Durante la notte di giovedì 24 novembre, l’incendio è arrivato anche da noi, il nostro Moshav è andato in fiamme. Siamo dovuti fuggire tutti in piena notte in pigiama, non abbiamo avuto tempo di prendere nulla. Siamo scappati a piedi con le bambine, il fumo ci stava soffocando… alcuni vicini ci hanno poi caricato in macchina con loro (eravamo 8 in macchina uno sull’altro). L’incendio in pochi secondi si è diramato ovunque a causa del fortissimo vento che lanciava scintille in tutte le direzioni. Le fiamme erano alte fino a 40 metri, a distanza di pochi secondi alberi secchi si accendevano da tutte le parti.
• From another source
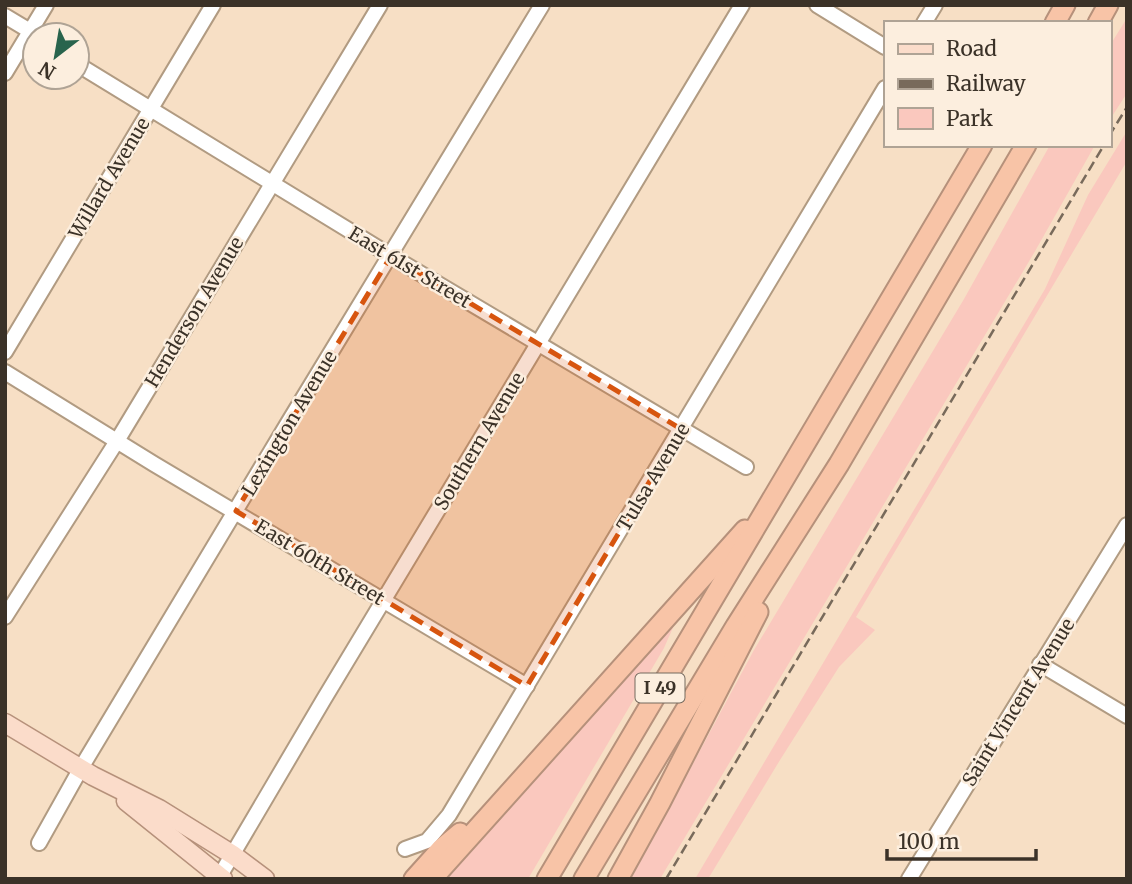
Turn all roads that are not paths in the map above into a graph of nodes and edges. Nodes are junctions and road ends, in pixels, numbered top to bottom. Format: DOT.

Tutte le macchine erano bloccate fra le fiamme e non sapevamo se saremmo riusciti ad uscire vivi da quell’inferno, poiché il Moshav ha una sola uscita e il bosco tutto intorno. Abbiamo visto la morte davanti ai nostri occhi, siamo infine riusciti a passare tra le fiamme e a fuggire e metterci in salvo. Un incubo. A me ci è voluta una settimana intera per riprendermi dal trauma. B”H siamo tutti in vita.
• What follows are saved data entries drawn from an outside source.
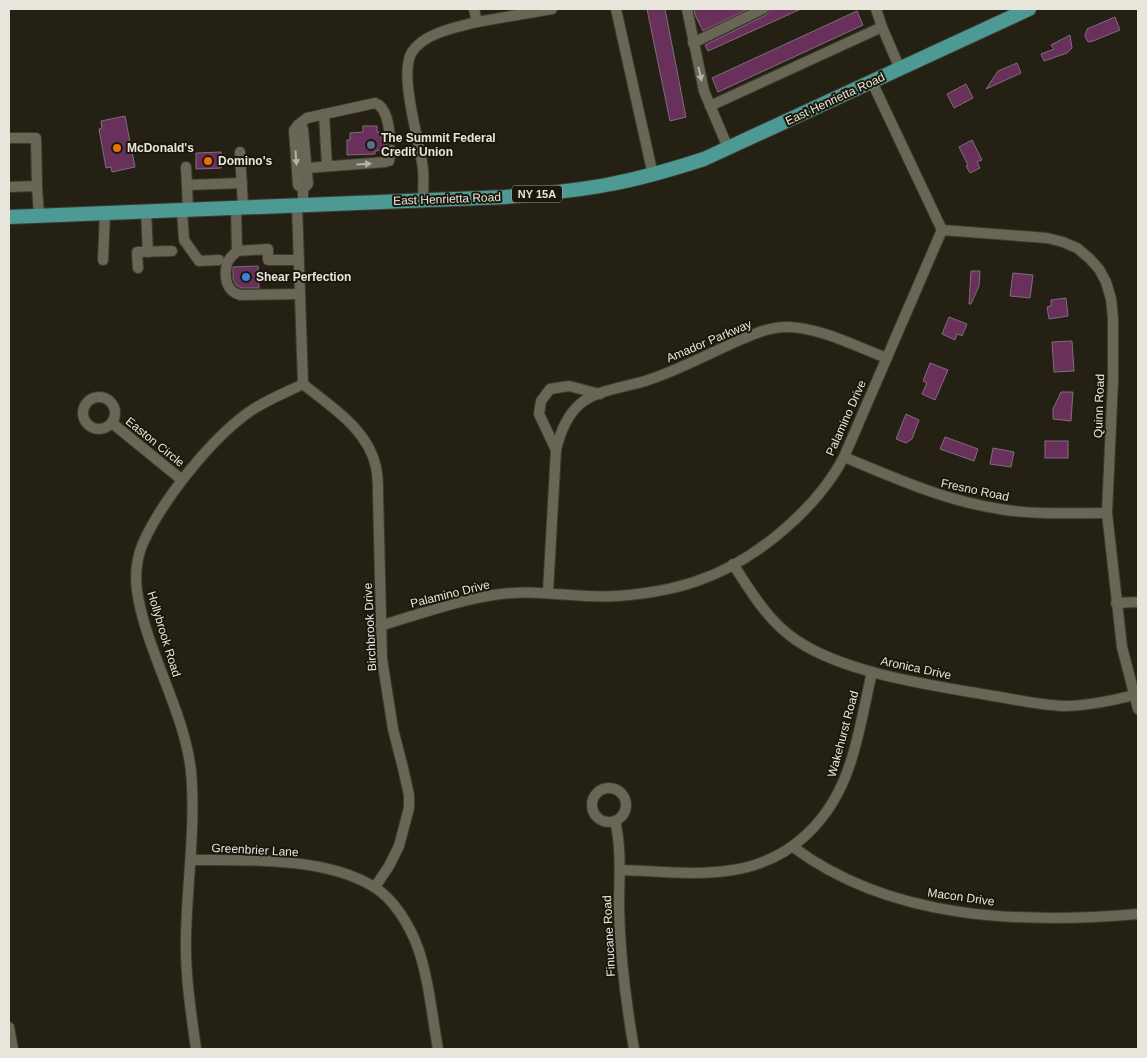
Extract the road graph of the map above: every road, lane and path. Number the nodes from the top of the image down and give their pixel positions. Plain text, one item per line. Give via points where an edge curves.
1 (474, 9) edge
2 (552, 9) edge
3 (616, 9) edge
4 (687, 9) edge
5 (763, 9) edge
6 (876, 9) edge
7 (1029, 9) edge
8 (477, 22) junction
9 (882, 27) junction
10 (693, 42) junction
11 (900, 69) junction
12 (872, 82) junction
13 (710, 106) junction
14 (324, 114) junction
15 (298, 125) junction
16 (9, 138) edge
17 (390, 138) dead end
18 (728, 148) junction
19 (391, 150) dead end
20 (240, 152) dead end
21 (327, 166) junction
22 (186, 167) dead end
23 (307, 168) junction
24 (654, 175) junction
25 (242, 183) junction
26 (187, 185) junction
27 (38, 186) junction
28 (9, 187) edge
29 (303, 189) junction
30 (423, 200) junction
31 (300, 205) junction
32 (240, 208) junction
33 (185, 210) junction
34 (146, 212) junction
35 (105, 214) junction
36 (39, 216) junction
37 (9, 217) edge
38 (942, 230) junction
39 (237, 250) junction
40 (172, 251) dead end
41 (148, 252) junction
42 (103, 260) dead end
43 (219, 260) dead end
44 (299, 260) junction
45 (138, 268) dead end
46 (300, 294) junction
47 (887, 358) junction
48 (303, 384) junction
49 (600, 394) junction
50 (112, 423) dead end
51 (556, 450) junction
52 (844, 457) junction
53 (182, 480) junction
54 (1107, 513) junction
55 (733, 564) junction
56 (548, 592) junction
57 (1138, 602) edge
58 (1116, 603) junction
59 (380, 626) junction
60 (872, 672) junction
61 (1134, 695) junction
62 (1138, 709) edge
63 (615, 820) dead end
64 (793, 847) junction
65 (191, 860) junction
66 (620, 870) junction
67 (375, 887) junction
68 (1138, 914) edge
69 (9, 1027) edge
70 (13, 1049) edge
71 (196, 1049) edge
72 (438, 1049) edge
73 (634, 1049) edge

1 - 8 street
2 - 8 street
3 - 24 street
4 - 10 street
5 - 10 street
6 - 9 street
7 - 11 main road, East Henrietta Road / NY 15A
8 - 30 street via 426,39 413,50 408,60 408,79 423,170
9 - 11 street
9 - 13 street
10 -> 13 street
11 - 12 main road, East Henrietta Road / NY 15A
12 - 18 main road, East Henrietta Road / NY 15A
12 - 38 street
13 - 18 street
14 - 15 street via 307,118
14 - 17 street via 379,104
14 - 21 street
15 - 23 street via 303,129
15 -> 29 street via 294,130 298,185
16 - 27 street via 36,138
18 - 24 main road, East Henrietta Road / NY 15A
21 -> 19 street via 385,162 389,161
20 - 25 street
21 - 23 street
22 - 26 street
23 - 29 street via 308,184
24 - 30 main road, East Henrietta Road / NY 15A via 558,192
25 - 26 street
25 - 32 street
26 - 33 street
27 - 28 street
27 - 36 street
29 - 31 street
30 - 31 main road, East Henrietta Road / NY 15A
31 - 32 main road, East Henrietta Road / NY 15A
31 - 44 street
32 - 33 main road, East Henrietta Road / NY 15A
32 - 39 street
33 - 34 main road, East Henrietta Road / NY 15A
33 - 43 street via 184,240 199,261
34 - 35 main road, East Henrietta Road / NY 15A
34 - 41 street
35 - 36 main road, East Henrietta Road / NY 15A
35 - 42 street
36 - 37 main road, East Henrietta Road / NY 15A
38 - 47 street, Palamino Drive
38 - 54 street, Quinn Road via 1047,238 1077,248 1099,269 1111,299 1113,318
39 - 44 street via 268,249 268,260
39 - 46 street via 227,262 227,282 233,293
40 - 41 street
41 - 45 street via 137,252
44 - 46 street
46 - 48 street
47 - 49 street, Amador Parkway via 804,329 770,329 649,380
47 - 52 street, Palamino Drive
48 - 53 street, Hollybrook Road via 237,421
48 - 59 street, Birchbrook Drive via 358,430 376,467
49 - 51 street, Amador Parkway via 581,402 568,417
49 - 51 street, Amador Parkway via 569,386 550,389 541,401 539,414
50 - 53 street, Easton Circle
51 - 56 street, Amador Parkway
52 - 54 street, Fresno Road via 933,494 974,504 1033,513
52 - 55 street, Palamino Drive via 812,503 771,539
53 - 65 street, Hollybrook Road via 143,543 136,578 146,624 188,754 192,790
54 - 58 street, Quinn Road
55 - 56 street, Palamino Drive via 698,581 646,593 600,596
55 - 60 street, Aronica Drive via 759,604 795,640 823,655
56 - 59 street, Palamino Drive via 487,596
57 - 58 street
58 - 61 street, Quinn Road via 1122,647
59 - 67 street, Birchbrook Drive via 393,729 409,808 399,846
60 - 61 street, Aronica Drive via 1042,704 1082,705
60 - 64 street, Wakehurst Road via 841,787 819,821
61 - 62 street, Quinn Road
63 - 66 street, Finucane Road
64 - 66 street, Wakehurst Road via 762,863 731,870 691,873
64 - 68 street, Macon Drive via 816,864 844,878 922,905 1013,916
65 - 67 street, Greenbrier Lane via 259,860 322,868 353,876
65 - 71 street, Hollybrook Road via 186,938
66 - 73 street, Finucane Road via 622,959
67 - 72 street, Greenbrier Lane via 393,904 418,948
69 - 70 street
Un dettaglio personale toccante: la sola cosa che mio marito ha preso con sé durante la fuga, è una copertina con cui coprire le nostre bambine. Quella coperta la fece ai ferri la zia che mi ha cresciuto. Il mattino dopo l’incendio, mentre prendevo atto di non avere più neppure lo spazzolino per lavarmi i denti, né un solo paio di calze, rimaneva stranamente la presenza dell’amore di quella donna che ho tanto amato, che ci avvolgeva con quella coperta che tante volte mi ha scaldata. Non sapevamo se la nostra casa fosse bruciata… nel caso fosse bruciata, pensavo che l’unica cosa che mi sarebbe rimasta al mondo di tutto quello che ho, sarebbe stata quella coperta.

 

Una catena di solidarietà

Pare che parte degli incendi siano dolosi. Questa sembrerebbe la nuova strategia di guerra di chi sogna di distruggere questo paese, soprannominata “Intifada del fuoco”. Eppure se penso che poche persone hanno dato fuoco ad un’intera nazione, vedo dall’altra parte che decine, centinaia di migliaia di altre persone si sono invece attivate per soccorrere noi sfollati. Una catena immensa di solidarietà e di mutuo soccorso si è attivata in poche ore.
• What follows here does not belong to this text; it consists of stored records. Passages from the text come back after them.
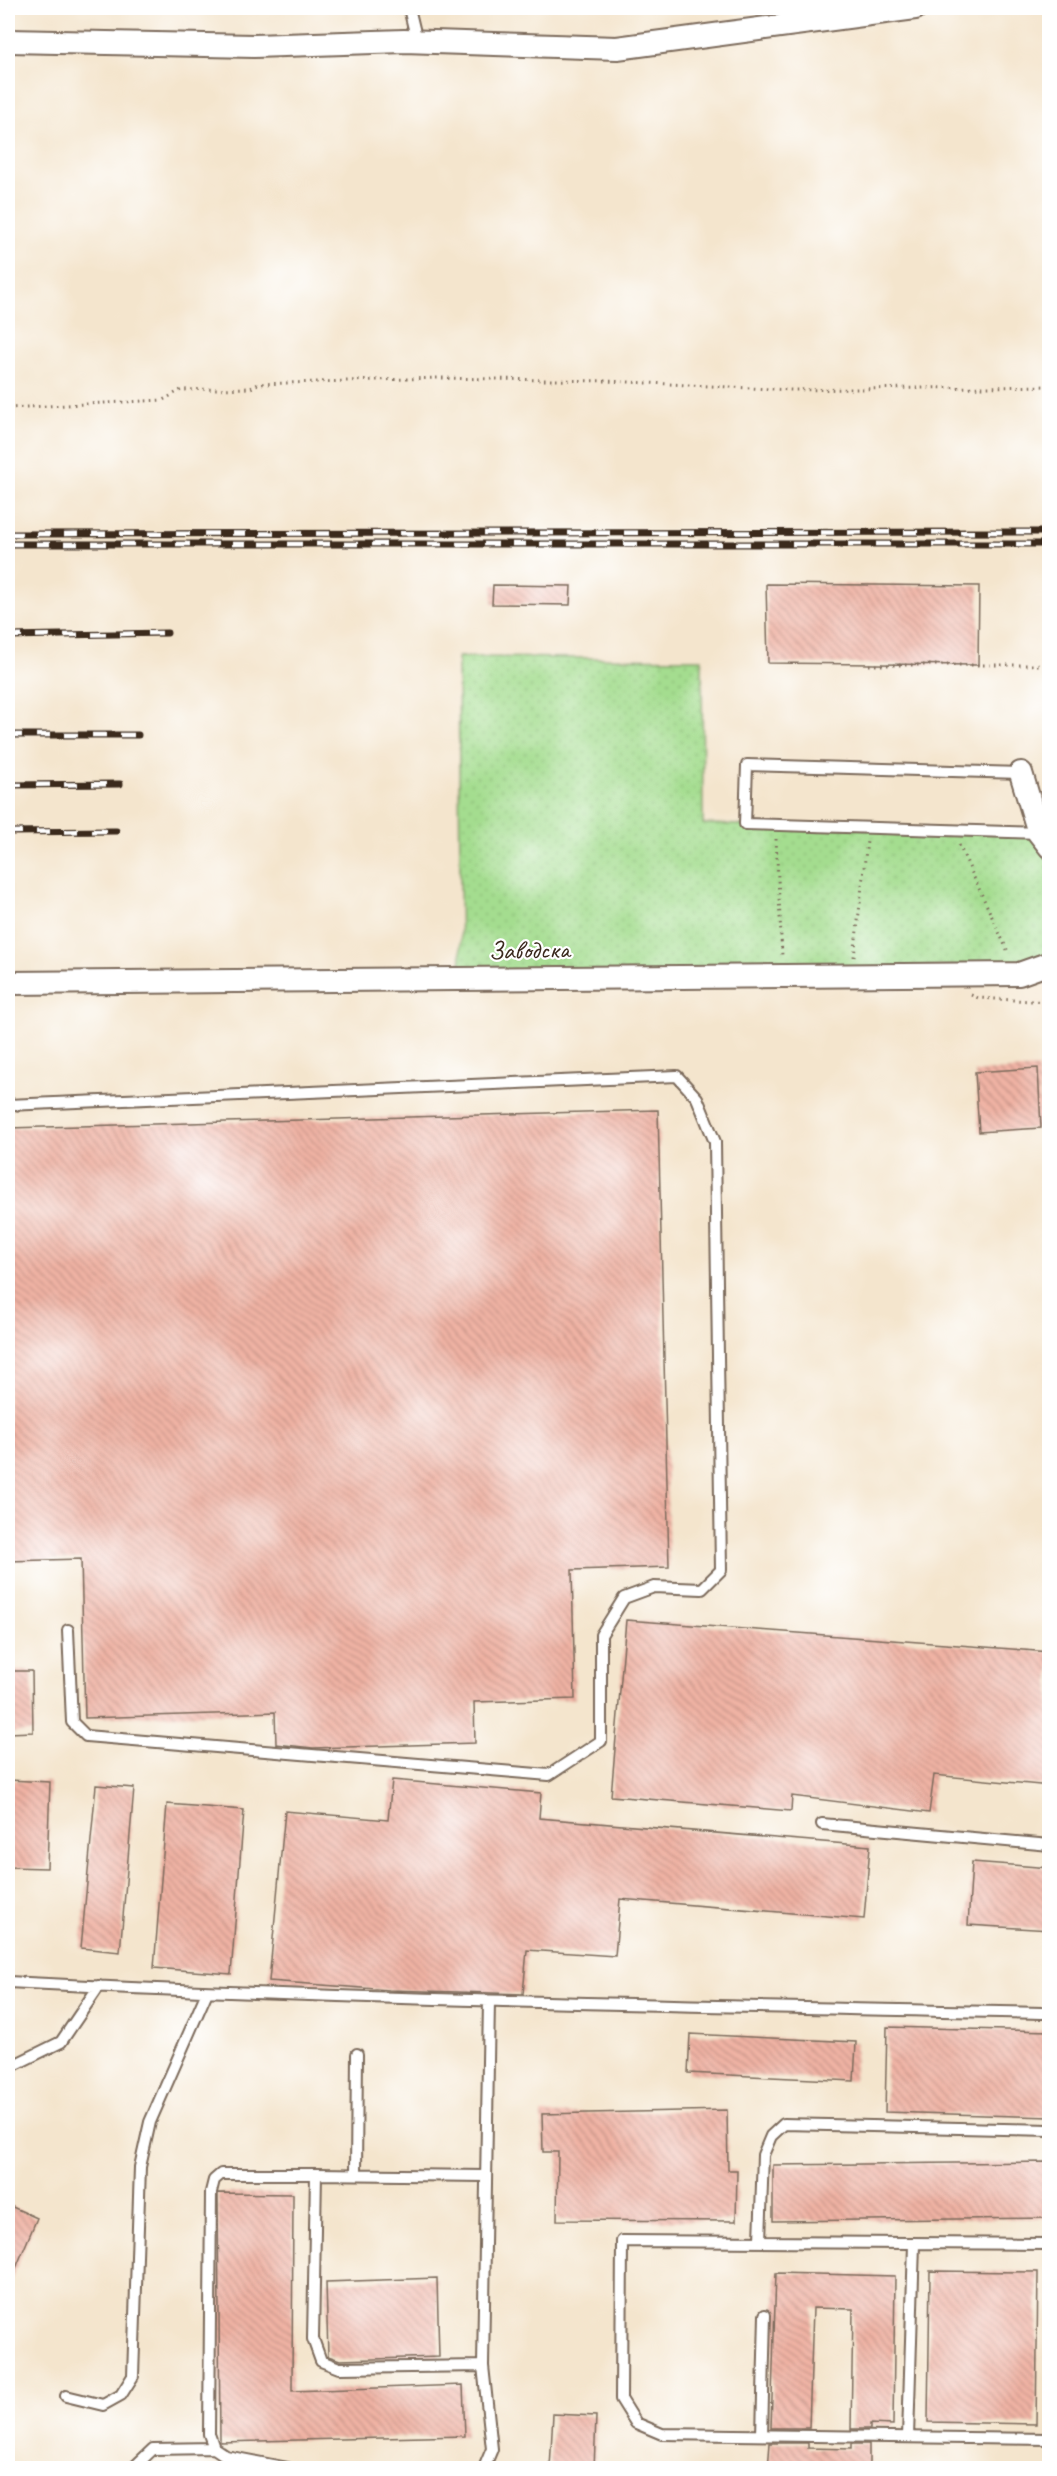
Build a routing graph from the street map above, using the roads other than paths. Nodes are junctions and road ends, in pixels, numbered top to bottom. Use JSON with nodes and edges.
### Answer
{"nodes":[{"id":1,"x":409,"y":8,"type":"edge"},
{"id":2,"x":906,"y":8,"type":"edge"},
{"id":3,"x":8,"y":41,"type":"edge"},
{"id":4,"x":417,"y":41,"type":"junction"},
{"id":5,"x":1021,"y":773,"type":"joint"},
{"id":6,"x":1044,"y":840,"type":"edge"},
{"id":7,"x":1050,"y":963,"type":"edge"},
{"id":8,"x":8,"y":982,"type":"edge"},
{"id":9,"x":8,"y":1105,"type":"edge"},
{"id":10,"x":68,"y":1630,"type":"dead end"},
{"id":11,"x":822,"y":1824,"type":"dead end"},
{"id":12,"x":1050,"y":1845,"type":"edge"},
{"id":13,"x":8,"y":1982,"type":"edge"},
{"id":14,"x":99,"y":1986,"type":"junction"},
{"id":15,"x":207,"y":1992,"type":"junction"},
{"id":16,"x":489,"y":2001,"type":"junction"},
{"id":17,"x":1050,"y":2013,"type":"edge"},
{"id":18,"x":357,"y":2054,"type":"dead end"},
{"id":19,"x":8,"y":2068,"type":"edge"},
{"id":20,"x":1050,"y":2130,"type":"edge"},
{"id":21,"x":316,"y":2174,"type":"junction"},
{"id":22,"x":356,"y":2174,"type":"junction"},
{"id":23,"x":484,"y":2176,"type":"junction"},
{"id":24,"x":760,"y":2241,"type":"junction"},
{"id":25,"x":914,"y":2244,"type":"junction"},
{"id":26,"x":1050,"y":2244,"type":"edge"},
{"id":27,"x":765,"y":2314,"type":"dead end"},
{"id":28,"x":483,"y":2366,"type":"junction"},
{"id":29,"x":66,"y":2396,"type":"dead end"},
{"id":30,"x":762,"y":2435,"type":"junction"},
{"id":31,"x":908,"y":2437,"type":"junction"},
{"id":32,"x":1050,"y":2439,"type":"edge"},
{"id":33,"x":214,"y":2448,"type":"junction"},
{"id":34,"x":133,"y":2469,"type":"edge"},
{"id":35,"x":288,"y":2469,"type":"edge"},
{"id":36,"x":484,"y":2469,"type":"edge"}],
"edges":[{"from":1,"to":4,"type":"lane"},
{"from":2,"to":4,"type":"street"},
{"from":3,"to":4,"type":"street"},
{"from":5,"to":6,"type":"street"},
{"from":5,"to":6,"type":"lane"},
{"from":7,"to":8,"type":"street","name":"Заводска"},
{"from":9,"to":10,"type":"lane"},
{"from":11,"to":12,"type":"lane"},
{"from":13,"to":14,"type":"lane"},
{"from":14,"to":15,"type":"lane"},
{"from":14,"to":19,"type":"lane"},
{"from":15,"to":16,"type":"lane"},
{"from":15,"to":29,"type":"lane"},
{"from":16,"to":17,"type":"lane"},
{"from":16,"to":23,"type":"lane"},
{"from":18,"to":22,"type":"lane"},
{"from":20,"to":24,"type":"lane"},
{"from":21,"to":22,"type":"lane"},
{"from":21,"to":28,"type":"lane"},
{"from":21,"to":33,"type":"lane"},
{"from":22,"to":23,"type":"lane"},
{"from":23,"to":28,"type":"lane"},
{"from":24,"to":25,"type":"lane"},
{"from":24,"to":30,"type":"lane"},
{"from":25,"to":26,"type":"lane"},
{"from":25,"to":31,"type":"lane"},
{"from":27,"to":30,"type":"lane"},
{"from":28,"to":36,"type":"lane"},
{"from":30,"to":31,"type":"lane"},
{"from":31,"to":32,"type":"lane"},
{"from":33,"to":34,"type":"lane"},
{"from":33,"to":35,"type":"lane"}]}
Vorrei testimoniare che in questi momenti ci si trova avvolti dall’affetto e dal hèssed di tantissimi fratelli che mettono a disposizione la loro casa e i loro beni per soccorrere gli sfollati. Oltre 100.000 sfollati nel paese, diversi dei quali hanno perso tutto e non hanno più che i vestiti che avevano indosso. Vorrei ringraziare in modo particolare una mia amica che è venuta a trovarci portando con sè in dono alle nostre bimbe tanti bellissimi pupazzi e bambole fatti a mano dalla sua cara mamma.

Una lavanderia inoltre ci ha lavato gratis tutta la biancheria che avevamo in casa, completamente maleodorante a causa del fumo che è penetrato in tutti i pori della casa e degli armadi.

Qui potete vedere una piccola parte dei vestiti e beni di prima necessità inviataci da ogni parte d’Israele.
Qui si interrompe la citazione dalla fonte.